Rose Hall Plantation, JamaicaYoung Tawny’s (fictional) abduction takes place at Rose Hall, Jamaica – an intriguing plantation with a fascinating history.

Built in 1770 by John Palmer and his wife, it eventually became the residence of their grandnephew, John Rose Palmer. In 1820, Palmer married Annie, a beautiful but feisty English girl. Feisty may be the word used on Rose Hall’s web site, but that’s like calling a tornado a slight breeze. She was quite brutal and was rumored to be possessed with “black magic” powers.

Annie not only murdered her first husband, as mistress of the plantation, Annie did away with two more husbands and countless lovers. “The White Witch of Rose Hall” has fascinated generations, and even today, there are those who claim to see Annie passing through the Great House.

The novel paints a vivid picture of the estate and explains why it was one of the very few plantations to survive the devastating slave rebellion of 1831 – 1832.

When you walk through the halls, you can just sense Rose Hall’s macabre history – a perfect setting for Tawny’s violent kidnapping.
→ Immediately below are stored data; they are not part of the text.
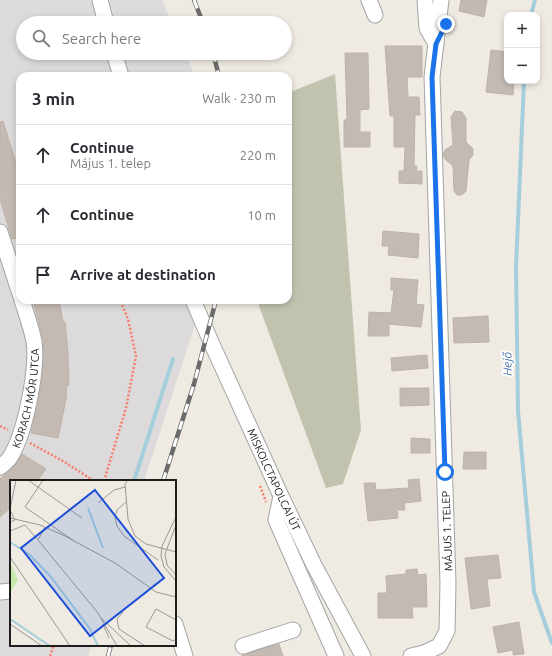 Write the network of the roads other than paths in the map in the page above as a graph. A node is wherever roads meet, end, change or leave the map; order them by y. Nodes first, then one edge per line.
1 (100, 0) edge
2 (369, 0) edge
3 (425, 0) edge
4 (441, 0) edge
5 (451, 0) edge
6 (375, 15) dead end
7 (104, 16) edge
8 (436, 44) junction
9 (116, 60) edge
10 (120, 72) edge
11 (0, 232) edge
12 (6, 268) edge
13 (16, 287) edge
14 (23, 304) edge
15 (195, 304) edge
16 (0, 468) edge
17 (281, 496) junction
18 (10, 591) edge
19 (0, 592) edge
20 (176, 627) edge
21 (293, 630) dead end
22 (447, 631) junction
23 (242, 646) dead end
24 (185, 656) edge
25 (336, 656) edge
26 (363, 656) edge
27 (411, 656) edge
28 (446, 656) edge

1 - 7 street
2 - 6 street
3 - 8 street
4 - 8 street, MÁJUS 1. TELEP
5 - 8 street
8 - 22 street, MÁJUS 1. TELEP
9 - 10 street
11 - 12 street
12 - 13 street
14 - 16 street, KORACH MÓR UTCA
15 - 17 street, MISKOLCTAPOLCAI ÚT
17 - 25 street
17 - 26 street, MISKOLCTAPOLCAI ÚT
18 - 19 street
20 - 24 street
21 - 23 street
22 - 27 street
22 - 28 street, MÁJUS 1. TELEP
First Edition of the Mackinac Trilogy

First Edition of the Mackinac Trilogy

The novel Discovered – The Cross of Lorraine is scheduled to be published on, on March 30th, in honor of a very special girl’s 16th birthday.  Written for pre-teen and teenage girls, it grabs the attention of readers of all ages.

Think of a modern day Nancy Drew type of heroine, add the excitement and suspense of hidden treasure such as in National Treasure, set the novel in Michigan’s Upper Peninsula and Mackinac Island, incorporate Native American heroes – and unite them in one intense love story, and you begin to sense the nature of this novel.

Tawny Randolph, the heroine and central character is 17 years old – independent, clever, and athletic, yet softly beautiful and loving. Her tale is fast-moving, exciting, and inspirational.

While vacationing in Jamaica with her mother, Tawny is forcefully abducted by the wealthy son of a notorious leader of the Russian mafia. Convinced that she holds the key to enormous treasure hidden centuries earlier, the Russian and his terrifying conspirators force her to lead them to a secret cave on a remote island in the Great Lakes region.

As this captivating and romantic tale unfolds, so does the intense and stirring love story of Tawny and her heroic Native American friend, Takoda.  The timeless magnetism and unique atmosphere of Mackinac Island serve as a breathtaking backdrop to this suspenseful tale of ancient legends, hidden treasure, tender romance and one girl’s daring bravery.